Wednesday, 21 June 2017
Questions without Notice
My question is to Minister for Employment, Senator Cash. I refer to the minister's earlier questions concerning the Australian Building and Construction Commission. Is the minister aware of any other threatening or intimidatory behaviour by this union, the CFMEU, or its officials?
Unfortunately, in response to Senator Hume's question, I am. Mr Setka not only threatened ABCC inspectors yesterday; he also made vile comments against senators Hinch and Xenophon for daring to support the rule of law on our nation's building sites. However, I believe that one of the most disgraceful occurrences at yesterday's rally was when Mr Setka also attacked our Australia Federal Police. He said, 'The Federal Police'—the fantastic Federal Police that we read about—'supposed to be protecting us from terrorism. Effing what a shit job you're doing at the moment.'
On behalf of the Turnbull government, I make it very clear that the Turnbull government has nothing but the utmost respect for our Australian Federal Police. We recognise the valuable work our Federal Police have done in protecting us from a number of potential terrorist attacks in recent years, risking their lives to ensure that all Australians are kept safe. And yet Mr Setka could not help himself, attacking the Australian Federal Police merely for doing their jobs. But he also could not help himself and then attacked their impartiality, saying that they are a 'political police force'.
Mr Setka is well known for not caring about the rule of law. He has been found guilty of assaulting the police in the past. In fact, he proudly lists the notorious Mick Gatto as one of his good friends. He has a long history of violence and intimidation. In fact, he once told an employer that he would come after him and that he 'hoped that the employer would die of his cancer'. That is the type of disgusting behaviour Mr Setka indulges in. (Time expired)
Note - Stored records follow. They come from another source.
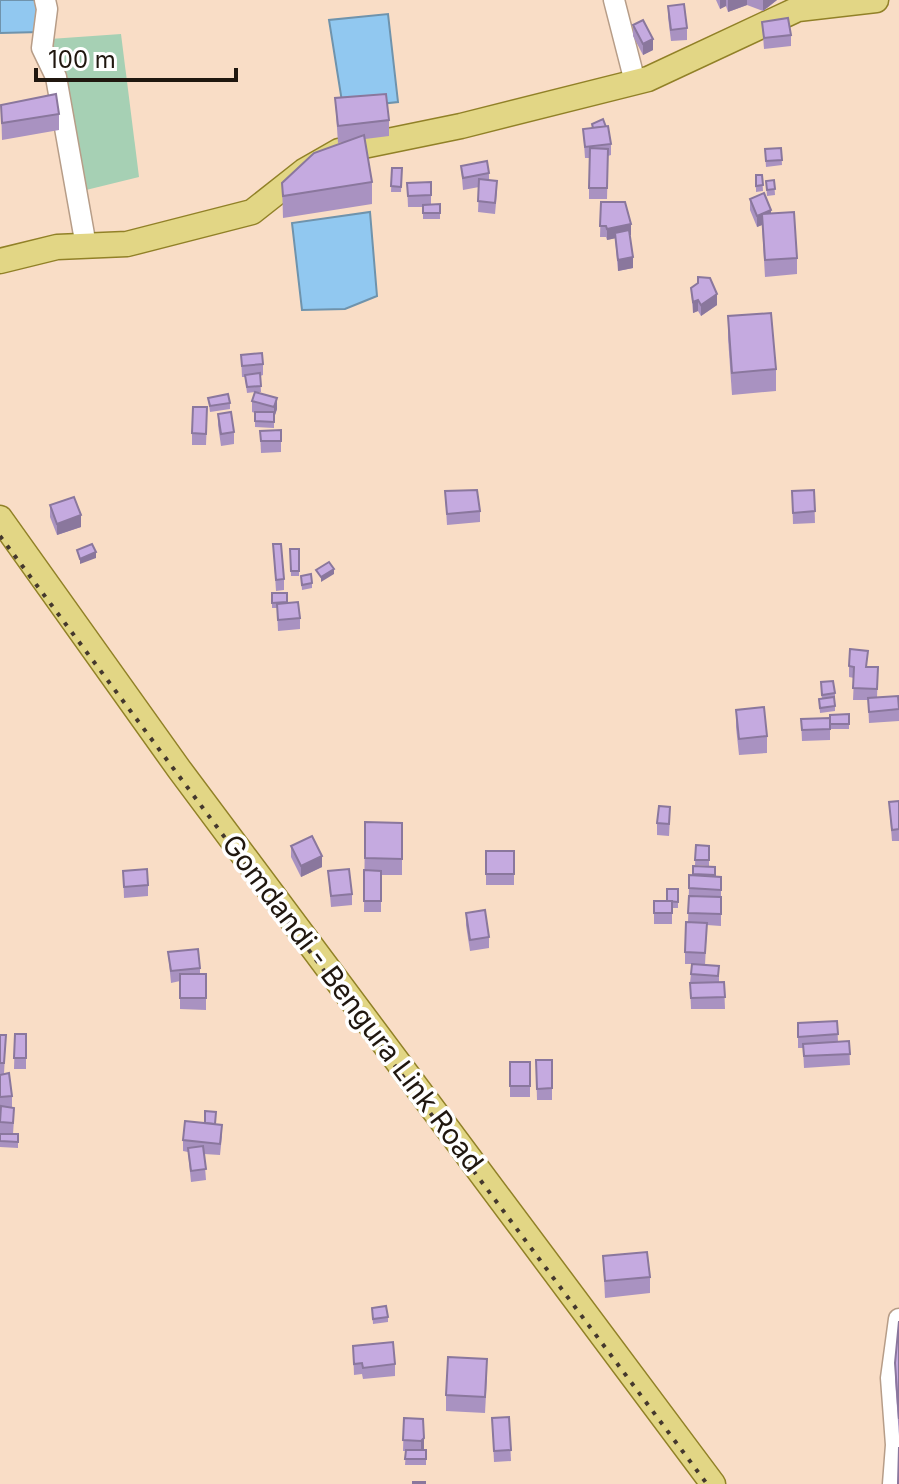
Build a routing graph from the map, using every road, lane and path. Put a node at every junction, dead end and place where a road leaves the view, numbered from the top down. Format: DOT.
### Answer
graph roads {
  1 [pos="45,0"];
  2 [pos="614,0"];
  3 [pos="876,0"];
  4 [pos="635,82"];
  5 [pos="86,246"];
  6 [pos="0,261"];
  7 [pos="0,518"];
  8 [pos="899,1319"];
  9 [pos="713,1484"];
  10 [pos="893,1484"];
  1 -- 5 [label="street"];
  2 -- 4 [label="street"];
  3 -- 4 [label="main road"];
  4 -- 5 [label="main road"];
  5 -- 6 [label="main road"];
  7 -- 9 [label="main road, Gomdandi - Bengura Link Road"];
  8 -- 10 [label="street"];
}
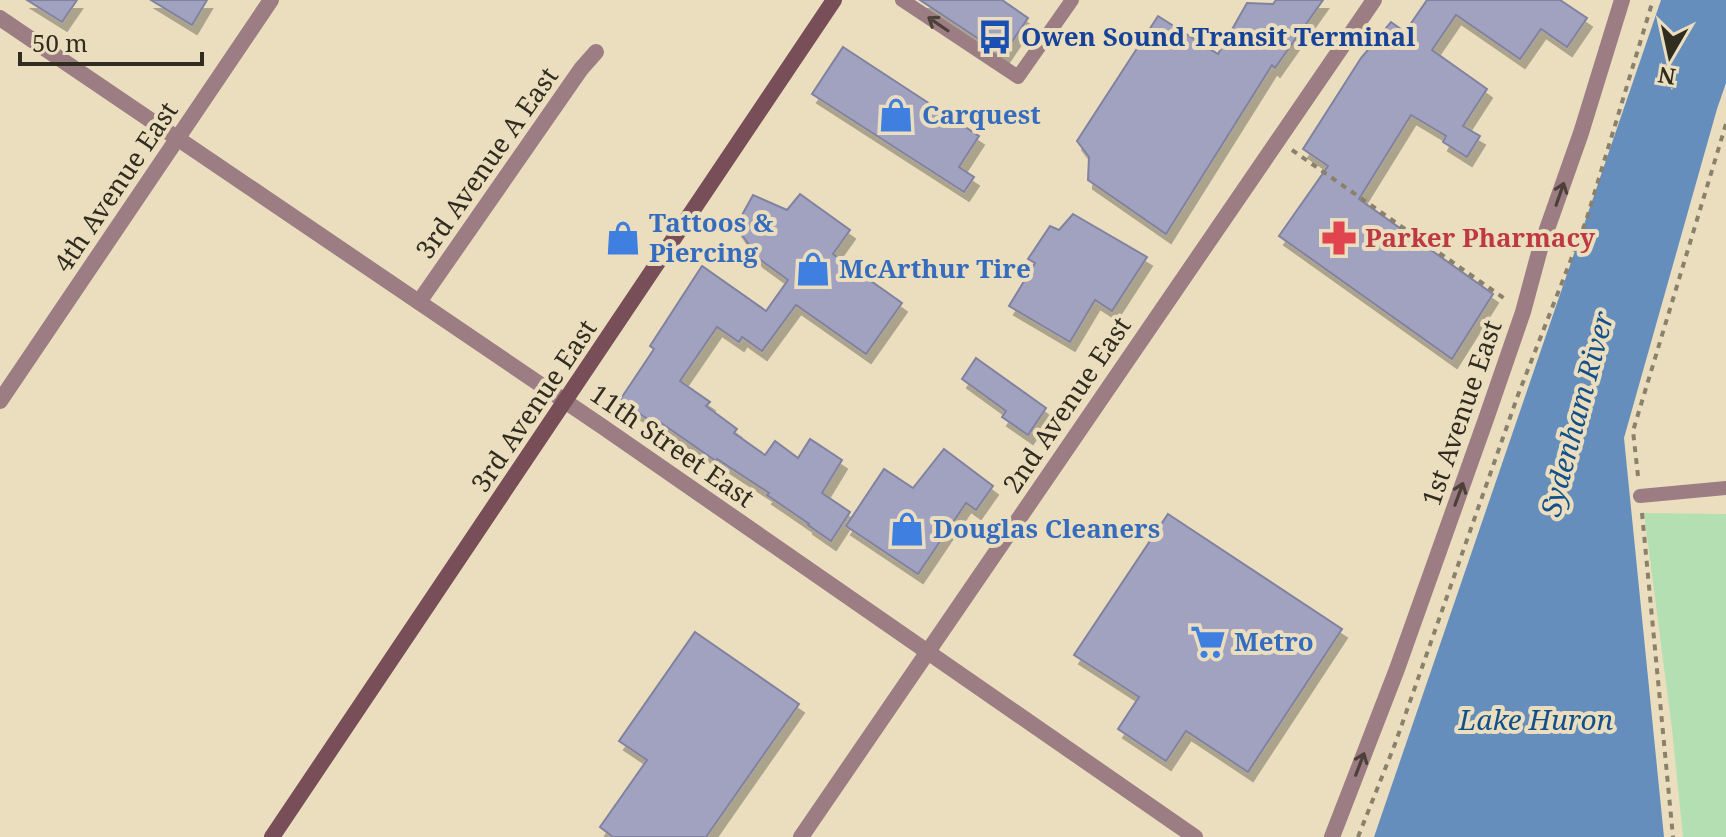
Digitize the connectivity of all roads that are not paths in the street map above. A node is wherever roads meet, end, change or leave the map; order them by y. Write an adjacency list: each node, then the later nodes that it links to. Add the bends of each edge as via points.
1 (271, 0): 9 (street, 4th Avenue East)
2 (834, 0): 12 (main road, 3rd Avenue East)
3 (902, 0): 4 (lane, one-way to 3, via 1018,77)
4 (1072, 0)
5 (1374, 0): 15 (street, 2nd Avenue East)
6 (1622, 0): 19 (street, 1st Avenue East, one-way to 6, via 1523,312)
7 (0, 18): 9 (street, 11th Street East)
8 (596, 52): 10 (street, 3rd Avenue A East)
9 (177, 138): 10 (street, 11th Street East); 11 (street, 4th Avenue East)
10 (419, 302): 12 (street, 11th Street East)
11 (0, 401)
12 (566, 402): 15 (street, 11th Street East); 16 (main road, 3rd Avenue East)
13 (1726, 488): 14 (lane)
14 (1640, 496)
15 (927, 651): 17 (street, 2nd Avenue East); 18 (street, 11th Street East)
16 (272, 837)
17 (801, 837)
18 (1195, 837)
19 (1332, 837)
Yes. Despite the fact that Mr Setka has been convicted or fined for 40 offences and sentenced to jail twice, including for breaking into a work site, where he punched and kicked a worker and threatened another with a steel bar, there are those who still support him. Sally McManus, the secretary of the ACTU, earlier this year said it is okay to break the law if the unions do not like it. Today Mr Shorten said:
… bad laws get changed at elections, bad laws get changed at the ballot box.
What he did not say, though, was that he was waiting for the instructions from people like Mr Setka as to which laws they say need to be changed. Of course, he really could not care less, because, in accordance with Sally McManus's instructions, if you do not like the law, it is okay to break it.
To pick up Senator Wong's previous interjection: he may distance himself from Mr Setka's comments. Until he stops accepting the money, quite frankly, he is still culpable. (Time expired)
As I have stated, this government—the Turnbull government—unanimously condemns the disgraceful behaviour of Mr Setka. Again in response to Senator Wong's interjection: Mr Shorten can atone for his previous support of Mr Setka. He can follow Mr Albanese, go on TV and say that he distances himself from a man who has engaged in criminal behaviour for many years now, who makes public threats to public servants et cetera. But, until Mr Shorten formally cuts ties with the CFMEU and stops accepting the millions and millions and millions of dollars that go into the Labor Party courtesy of the likes of Mr Setka, quite frankly, anything less may well be seen as an endorsement of Mr Setka's actions.